The decision to center the story on Ryota instead of the usual red-headed hothead Hanamichi Sakuragi (Subaru Kimura) is the film’s biggest gamble, and it pays off spectacularly. We move back and forth between the high-octane intensity of the National Championship and the quiet, grief-stricken shores of Okinawa where Ryota grew up. It’s a story about trauma and the shadows cast by older brothers, handled with a delicate touch that you rarely see in sports cinema. It turns a basketball game into a high-stakes exorcism.
The Rhythm of the Hardwood
I’ve seen plenty of sports movies where the actual "sport" feels like an afterthought—a series of close-ups of faces and then a ball magically swishing through a net. Not here. The choreography in this film is terrifyingly precise. You can follow the off-ball movement, the screens, the zone defenses. It feels like a real game being played in real-time. Shinichiro Kamio gives Rukawa that icy, detached brilliance, while Kenta Miyake brings a literal and figurative mountain of presence to the captain, Akagi.
But it’s the comedy that keeps the engine from overheating. The banter between the Shohoku Five is gold. Sakuragi remains the "Self-Proclaimed Genius," and his antics provide the necessary levity when the Sannoh pressure defense starts to feel suffocating. Ryota is the emotional glue that holds this sweaty mess together, but it's the chemistry of the whole ensemble that makes you care about a game whose outcome was written in a comic book thirty years ago.

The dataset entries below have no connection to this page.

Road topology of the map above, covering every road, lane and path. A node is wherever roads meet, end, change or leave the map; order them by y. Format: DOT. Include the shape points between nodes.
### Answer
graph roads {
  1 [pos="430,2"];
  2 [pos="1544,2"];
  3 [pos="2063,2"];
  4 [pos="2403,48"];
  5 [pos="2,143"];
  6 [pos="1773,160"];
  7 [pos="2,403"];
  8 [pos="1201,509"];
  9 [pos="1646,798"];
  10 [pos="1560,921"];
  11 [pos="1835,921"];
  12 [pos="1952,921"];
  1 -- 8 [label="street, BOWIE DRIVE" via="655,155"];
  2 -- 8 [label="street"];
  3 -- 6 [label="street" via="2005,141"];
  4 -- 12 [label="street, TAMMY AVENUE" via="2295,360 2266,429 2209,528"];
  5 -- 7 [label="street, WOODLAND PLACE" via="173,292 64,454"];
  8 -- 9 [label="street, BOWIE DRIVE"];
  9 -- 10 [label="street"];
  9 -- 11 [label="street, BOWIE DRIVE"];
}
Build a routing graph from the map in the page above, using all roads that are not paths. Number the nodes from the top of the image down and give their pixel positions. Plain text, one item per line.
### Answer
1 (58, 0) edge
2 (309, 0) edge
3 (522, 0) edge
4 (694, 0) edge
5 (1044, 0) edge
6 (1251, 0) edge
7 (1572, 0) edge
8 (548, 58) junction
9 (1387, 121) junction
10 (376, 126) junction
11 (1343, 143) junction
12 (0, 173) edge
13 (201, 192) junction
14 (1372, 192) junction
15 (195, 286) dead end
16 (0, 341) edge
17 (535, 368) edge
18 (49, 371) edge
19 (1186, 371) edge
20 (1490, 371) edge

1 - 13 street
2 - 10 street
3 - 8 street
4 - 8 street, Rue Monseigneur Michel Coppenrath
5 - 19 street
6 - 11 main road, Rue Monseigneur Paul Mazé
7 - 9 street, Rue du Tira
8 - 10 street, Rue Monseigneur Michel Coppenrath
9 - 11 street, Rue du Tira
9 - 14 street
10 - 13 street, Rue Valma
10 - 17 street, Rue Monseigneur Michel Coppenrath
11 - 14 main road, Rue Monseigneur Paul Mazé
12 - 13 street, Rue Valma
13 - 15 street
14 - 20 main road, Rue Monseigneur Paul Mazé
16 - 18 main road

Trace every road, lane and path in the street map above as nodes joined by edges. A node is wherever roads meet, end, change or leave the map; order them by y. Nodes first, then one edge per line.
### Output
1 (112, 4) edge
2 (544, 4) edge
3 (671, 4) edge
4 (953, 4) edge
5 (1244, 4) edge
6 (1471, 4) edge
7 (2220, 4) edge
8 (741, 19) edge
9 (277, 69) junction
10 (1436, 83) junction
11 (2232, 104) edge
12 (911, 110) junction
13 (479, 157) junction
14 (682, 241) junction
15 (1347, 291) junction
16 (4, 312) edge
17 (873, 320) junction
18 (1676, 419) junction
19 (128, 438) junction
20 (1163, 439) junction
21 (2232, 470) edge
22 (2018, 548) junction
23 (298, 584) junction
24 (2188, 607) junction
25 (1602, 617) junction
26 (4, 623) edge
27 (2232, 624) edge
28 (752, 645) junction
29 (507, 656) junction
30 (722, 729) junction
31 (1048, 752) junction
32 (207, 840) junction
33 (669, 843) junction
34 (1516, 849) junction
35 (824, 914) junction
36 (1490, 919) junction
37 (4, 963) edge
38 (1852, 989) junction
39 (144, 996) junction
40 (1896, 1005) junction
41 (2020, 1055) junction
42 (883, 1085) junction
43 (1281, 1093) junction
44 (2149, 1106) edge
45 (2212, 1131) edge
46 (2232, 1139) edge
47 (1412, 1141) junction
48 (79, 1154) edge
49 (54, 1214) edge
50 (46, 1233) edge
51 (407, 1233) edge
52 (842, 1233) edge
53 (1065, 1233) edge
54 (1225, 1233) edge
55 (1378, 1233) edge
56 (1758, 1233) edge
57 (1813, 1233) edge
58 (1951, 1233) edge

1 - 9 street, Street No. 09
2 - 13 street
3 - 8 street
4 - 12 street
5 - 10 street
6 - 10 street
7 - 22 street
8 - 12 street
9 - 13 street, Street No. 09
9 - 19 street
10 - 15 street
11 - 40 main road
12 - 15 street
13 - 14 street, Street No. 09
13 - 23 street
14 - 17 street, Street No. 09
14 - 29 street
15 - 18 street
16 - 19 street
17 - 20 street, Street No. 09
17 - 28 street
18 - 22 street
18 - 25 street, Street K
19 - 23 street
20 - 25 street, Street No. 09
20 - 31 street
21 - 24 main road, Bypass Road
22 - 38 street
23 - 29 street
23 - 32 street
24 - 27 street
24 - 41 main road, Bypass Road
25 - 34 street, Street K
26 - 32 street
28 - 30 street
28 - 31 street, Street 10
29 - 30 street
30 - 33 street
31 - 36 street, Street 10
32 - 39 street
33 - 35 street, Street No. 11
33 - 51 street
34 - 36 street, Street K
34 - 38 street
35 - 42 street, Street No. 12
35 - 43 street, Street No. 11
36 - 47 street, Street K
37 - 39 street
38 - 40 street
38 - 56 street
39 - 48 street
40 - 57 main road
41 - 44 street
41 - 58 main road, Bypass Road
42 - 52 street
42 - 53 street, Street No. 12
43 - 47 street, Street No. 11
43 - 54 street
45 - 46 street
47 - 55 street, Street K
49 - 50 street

The film also does something incredibly brave with its sound design. There are moments of absolute, pin-drop silence that last just a second too long, forcing the audience to hold their breath alongside the players. It’s a masterclass in tension—one that feels especially poignant in a contemporary cinema landscape that usually tries to drown every scene in orchestral swells or licensed pop hits.
Stuff You Might Not Know
The "17 years" in the tagline is a bit of a wink to the fans who waited nearly two decades for this specific match to be animated. Interestingly, Takehiko Inoue wasn't originally a filmmaker; he’s one of the world’s most respected manga artists. He reportedly turned down several offers for a movie over the years because the technology couldn't capture the "basketball-ness" he required. It wasn't until he saw a pilot that captured the fluid movement of a player's footwork that he finally said yes—and insisted on directing it himself to ensure the framing felt like a comic book come to life.
There’s also a subtle shift in the voice cast that ruffled some feathers in Japan initially. The entire original 90s cast was replaced with fresh voices to match the more grounded, cinematic tone. While some purists balked, once you hear Jun Kasama bring a world-weary grit to the "formerly delinquent" shooter Hisashi Mitsui, it’s impossible to imagine it any other way.
The First Slam Dunk is that rare beast: a franchise film that demands your attention even if you’ve never picked up a basketball or a manga in your life. It moves with a frantic, breathless energy but knows exactly when to slow down and let a character’s grief breathe. It’s a stunning reminder that animation isn't just a medium for kids or a way to sell toys—it’s a way to capture the soul of a moment, whether that’s a tragic memory on a beach or a buzzer-beater in a crowded gym. Even if you don't know a double-dribble from a slam dunk, this one will have you cheering in your seat.